A:  We are researchers: we just want to give these people awesome tools, let them build cool things. So we are definitely working on getting some code out, but it is still in flight. We are still working on file size and speed optimizations to ensure a smoother and more accessible release. We are keen on engaging with the broader community, and releasing our code is a step in that direction. We strongly believe in fostering collaboration and providing tools that the community can benefit from.

Q: The rapid evolution of the field is undoubtedly a challenge. How have you managed to keep up with the fast-paced advancements?

A: For us it is important to be able to digest things on a high level and then just focus on what is actually important. There is a lot of noise. Out of this noise you need to somehow be able to extract where the field is going, what are the next important problems and the previous point is in our research.

What will likely happen in the foreseeable future and how we can contribute to a bigger goal together. A paper should not end when the paper is published. The idea should not end when a paper is published, at least in my opinion that should not be the final goal of our research projects.

Q: How do you envision the evolution and adoption of NeRF methods, especially considering the progress in hardware capabilities?
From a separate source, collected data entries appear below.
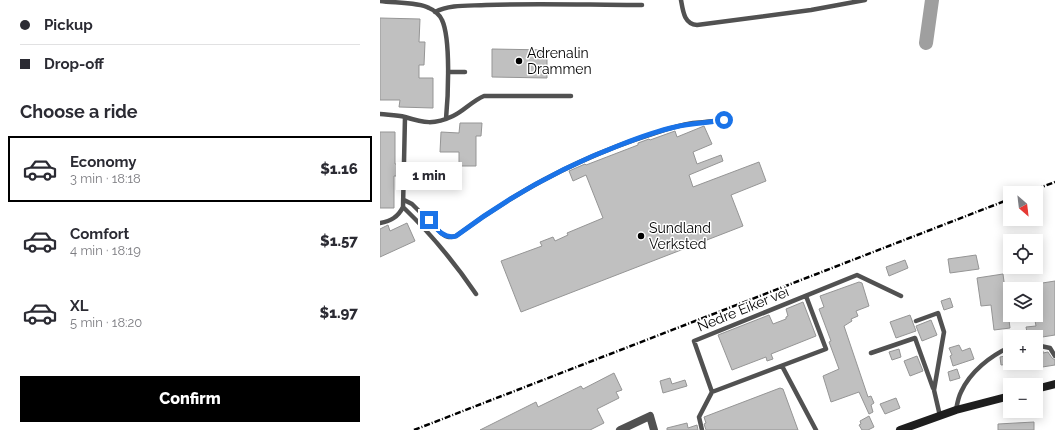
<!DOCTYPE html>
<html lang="en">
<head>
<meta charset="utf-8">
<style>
  body { margin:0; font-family:Raleway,sans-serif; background:#f2f2f3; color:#2b2b33; height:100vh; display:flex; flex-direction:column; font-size:15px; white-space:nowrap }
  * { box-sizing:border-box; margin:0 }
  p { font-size:13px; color:#7c7c81 }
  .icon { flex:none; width:22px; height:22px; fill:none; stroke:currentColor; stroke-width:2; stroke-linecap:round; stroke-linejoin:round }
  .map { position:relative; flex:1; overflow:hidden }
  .sheet { display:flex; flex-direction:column; background:#fff; width:380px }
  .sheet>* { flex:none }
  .guide { display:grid; align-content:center; height:88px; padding:0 20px; background:#fff }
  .needle { width:26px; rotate:152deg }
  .controls { position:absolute; left:623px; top:186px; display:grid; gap:8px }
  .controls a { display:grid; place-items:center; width:40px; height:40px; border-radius:0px; background:#fff; box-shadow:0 2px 10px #0003; font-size:20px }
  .end { position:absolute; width:18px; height:18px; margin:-9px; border:5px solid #1a73e8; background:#fff; box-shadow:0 0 0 2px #fff }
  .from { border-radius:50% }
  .bubble { position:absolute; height:28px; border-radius:0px; background:#fff; box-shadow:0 2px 10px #0003; font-size:13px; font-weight:800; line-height:28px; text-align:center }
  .guide b { display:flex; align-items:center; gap:14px; height:38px; font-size:15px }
  .guide b+b { border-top:1px solid #e1e1e2 }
  .guide i { width:10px; height:10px; background:#2b2b33 }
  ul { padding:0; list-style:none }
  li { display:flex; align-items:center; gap:12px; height:66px; margin:0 8px 6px; padding:0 12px; border:2px solid transparent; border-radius:0px }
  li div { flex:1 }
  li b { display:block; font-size:15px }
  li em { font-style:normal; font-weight:800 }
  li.active { border-color:#000 }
  li>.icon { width:36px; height:36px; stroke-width:1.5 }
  h2 { padding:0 20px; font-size:18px; line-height:48px }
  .primary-button { display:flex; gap:8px; margin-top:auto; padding:8px 20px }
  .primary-button a { flex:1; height:46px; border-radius:0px; background:#000; color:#fff; font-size:16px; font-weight:800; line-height:46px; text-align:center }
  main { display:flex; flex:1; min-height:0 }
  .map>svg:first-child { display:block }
</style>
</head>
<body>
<main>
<section class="sheet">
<div class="guide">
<b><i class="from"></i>Pickup</b>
<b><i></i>Drop-off</b>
</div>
<h2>Choose a ride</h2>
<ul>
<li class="active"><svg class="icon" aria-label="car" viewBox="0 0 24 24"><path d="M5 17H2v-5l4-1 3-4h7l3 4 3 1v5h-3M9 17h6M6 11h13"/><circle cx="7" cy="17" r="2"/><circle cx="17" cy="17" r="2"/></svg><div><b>Economy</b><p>3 min · 18:18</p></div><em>$1.16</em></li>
<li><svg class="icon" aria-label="car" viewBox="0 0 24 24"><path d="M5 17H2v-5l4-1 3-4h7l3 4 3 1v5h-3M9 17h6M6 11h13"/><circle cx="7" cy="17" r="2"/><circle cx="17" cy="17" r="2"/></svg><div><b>Comfort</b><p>4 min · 18:19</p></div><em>$1.57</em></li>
<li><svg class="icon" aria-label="car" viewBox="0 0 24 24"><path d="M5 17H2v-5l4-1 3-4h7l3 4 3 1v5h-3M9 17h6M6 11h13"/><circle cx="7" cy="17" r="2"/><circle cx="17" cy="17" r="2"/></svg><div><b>XL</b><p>5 min · 18:20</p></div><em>$1.97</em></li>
</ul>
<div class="primary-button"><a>Confirm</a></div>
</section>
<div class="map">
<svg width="675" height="430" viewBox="0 0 675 430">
  <rect width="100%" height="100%" fill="#fff"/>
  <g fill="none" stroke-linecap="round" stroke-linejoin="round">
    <!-- river -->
    <path stroke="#9f9f9f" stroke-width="14" d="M546,43L552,0"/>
  </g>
  <!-- building -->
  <path fill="#c0c0c0" stroke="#959595" d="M0,18L40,19L39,42H45L44,65H39V78H53V108L19,107L20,100H0Z
    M112,49L167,50V78L112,77Z
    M80,123H102L101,136H96V166H79V152H60L61,132L79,133Z
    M324,126L332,144L313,152L317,164L341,155L343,161L309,175L313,187L379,162L386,181L351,195L363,226L141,312L121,261L162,246L160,242L173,237L175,241L188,235L187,233L223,218L206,175L193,181L189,171L205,164L206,165L258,145V143L269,139L270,140L295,131L297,137Z
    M0,132H15V164H18V176H14V208H0Z
    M27,223L35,241L0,257V229L8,225L10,231Z
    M596,255L599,269L570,273L568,259Z
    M525,260L528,268L509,276L506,267Z
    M623,274L630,328L614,330L611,305L601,306L597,278Z
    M675,281V335L656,338L648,337L646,327L656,326L654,315H656V284Z
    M479,282L482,283L489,306L476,311L478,316L471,319L472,321L464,326L488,397L491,396L494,403L491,405L493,412L489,414L479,392L451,402L443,376L459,369L449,342L451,341L439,309L444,307L440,296Z
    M570,298L573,307L564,310L561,301Z
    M423,302L436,336L391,354L393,359L387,361L386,357L352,370L338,335L389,315L393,324L406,319V317L408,316L406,309Z
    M530,315L536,331L516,338L510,322Z
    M551,320L557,335L542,341L536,326Z
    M579,345L582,351L590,348L594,359L573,366L570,356L572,355L569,348Z
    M519,349L521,357L512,360L509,352Z
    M663,351V353L668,352L672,358L675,360V365L656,368V353Z
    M630,355V364L621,365L620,357Z
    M537,356L543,371L530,376L524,361Z
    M577,369L580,378L570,381L568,372Z
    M234,373L242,390L236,392L239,398L217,409L224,423L210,430H100L156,402L158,407L201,386L203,389Z
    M290,378L292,384L305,380L307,386L283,393L280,381Z
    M400,388L403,389L418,430H326L324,424L326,423L324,417Z
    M516,398L520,408L505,414L500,404Z
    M489,416L494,427L488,430H482L479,425L481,424L480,421Z
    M654,422V430H618V424Z
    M307,423L308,428L317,425L318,430H287V428Z"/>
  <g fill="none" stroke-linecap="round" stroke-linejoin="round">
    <!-- lane -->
    <path stroke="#515151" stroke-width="4.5" d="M301,0C303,11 304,24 317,25L431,10L485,0
      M0,1C13,3 38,2 49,8C54,10 60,15 62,20C71,39 68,98 66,119
      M55,12C70,4 90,6 106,5C158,3 210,5 262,5
      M68,72H85
      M0,114C8,115 17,115 25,117C44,123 54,125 73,116C84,111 92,101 104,96H191
      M24,200L32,204L61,233C66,237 69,238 76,236C136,191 202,156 275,133C287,129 300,125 313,123C325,122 337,122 349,118
      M23,207C50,233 75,263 96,294
      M0,223C11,221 18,217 23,207L25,117
      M536,321L558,313L564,332L554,390L560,416
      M656,345L670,348L675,356
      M491,353L535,338L553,388
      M402,366L436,430
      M332,392L446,349L426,296
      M576,410C577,405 578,398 581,392C590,372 610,356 630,347
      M322,430L319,417L332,392L314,341L477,275L521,296"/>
    <!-- street -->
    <path stroke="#515151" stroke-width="8" d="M240,430L270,416L274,430"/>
    <!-- secondary -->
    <path stroke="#1e1e1e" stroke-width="8" d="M656,389L675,384
      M520,430L576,410L630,396"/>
    <!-- rail -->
    <path stroke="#000" stroke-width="2.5" stroke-dasharray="6 2 1 2" stroke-linecap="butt" d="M646,193L675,182
      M34,430L630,199"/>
  </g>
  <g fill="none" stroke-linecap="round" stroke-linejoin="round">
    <!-- route -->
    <path stroke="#1a73e8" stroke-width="5" d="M49,220C56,228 64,240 76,236C128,197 179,168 240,145C258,138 277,131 295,127C311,123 328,123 344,120"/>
  </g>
  <!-- markers -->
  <g fill="#000" stroke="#fff" stroke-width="1.5">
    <circle cx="139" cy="61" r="4"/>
    <circle cx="261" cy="236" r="4"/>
  </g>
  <g text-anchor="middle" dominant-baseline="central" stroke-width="3" stroke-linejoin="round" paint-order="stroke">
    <!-- poi labels -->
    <g font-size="14" fill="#000" stroke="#fff" text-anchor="start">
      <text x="147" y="53">Adrenalin<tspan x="147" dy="16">Drammen</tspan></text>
      <text x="269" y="228">Sundland<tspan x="269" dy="16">Verksted</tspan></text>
    </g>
    <!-- street labels -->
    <g font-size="14" fill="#000" stroke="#fff">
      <text transform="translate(363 309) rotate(-22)">Nedre Eiker vei</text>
    </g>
  </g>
</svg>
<div class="controls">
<a><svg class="needle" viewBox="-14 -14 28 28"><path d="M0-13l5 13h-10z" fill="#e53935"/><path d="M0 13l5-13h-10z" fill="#7c7c81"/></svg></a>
<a><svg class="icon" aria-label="locate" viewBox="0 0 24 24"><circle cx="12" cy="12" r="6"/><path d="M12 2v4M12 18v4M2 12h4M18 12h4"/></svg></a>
<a><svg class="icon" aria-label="layers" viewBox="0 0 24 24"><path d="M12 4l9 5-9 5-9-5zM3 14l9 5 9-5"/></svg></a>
<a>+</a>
<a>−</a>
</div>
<i class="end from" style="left:344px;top:120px"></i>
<i class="end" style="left:49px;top:220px"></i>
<div class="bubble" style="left:16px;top:162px;width:66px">1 min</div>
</div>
</main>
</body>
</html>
A: Hardware had to get there before Nerfs were useful. So usage for NeRFs in the first paper (in 2020) was very limited. With Instant NGP last year this wave started: we were actually reaching the performance where it became interesting and useful. 

The future, we believe, involves continuous maturation and aligning with hardware progress. The biggest thing to do is: you have got to keep pressing the performance. You want to keep it getting faster. And you want to get it in people's hands: we were just talking about how we were excited about the way people could be using this in real life.

One of the other big parts of it is making these things, more controllable, more editable, more relightable, and things like that, that if we are really going to make it a piece of the graphics pipeline, you need to. We can add animation and simulation.

It is the same on large scenes or outdoor scenes, you have foliage from the trees and buildings.  There are some extra challenges, right? Because anytime you are building data structures that you want to use to accelerate what you are doing, when you are on an outdoor scene, all of a sudden you have some stuff incredibly far away. So there are additional challenges to overcome. But the end result was pretty much we were able to make it work. And it is a thing we can do and look into. 

Occasionally, we also get direct feedback, although it is not always a closed loop… People might use our tools, and we only find out about it years later. Sometimes, it happens on platforms like Twitter, where someone shares a screenshot of their work using our tools.

Q: Finally, how do you foresee the future of graphics overall?

A: You might represent some content in a scene with a triangle mesh. When you have a fluid simulation, it is probably going to be voxels. But the point is: you use the right representation for the thing you are doing. And right now we are getting some new options for additional choices of representation.

It is not yet super clear how it would play together with the existing shadow mapping systems, dynamic lighting systems and game engines. This is still open but there are a lot of people interested. Maybe you want to use Shells with other assets that you have for games. If you combine these like with Gaussians or NeRFs you will have a lighting baked into the representation. It is not as trivial.

Maybe problem number one would be robustness. To my point, I think in film people are very risk -averse, big projects, like if it may fail, we can even try… So we might still have polygons, but the thing that needs to change is that right now we still think a lot about artists and creators modifying representations explicitly. So whether it is meshes or whether it is NeRFs or Gaussians or something else, the thing that needs to happen is we need to give people the tools to manage these representations automatically computationally so we do not put a burden on like the end creator to have to assemble the representation themselves.

(Note: The interview format is a condensed representation for clarity.)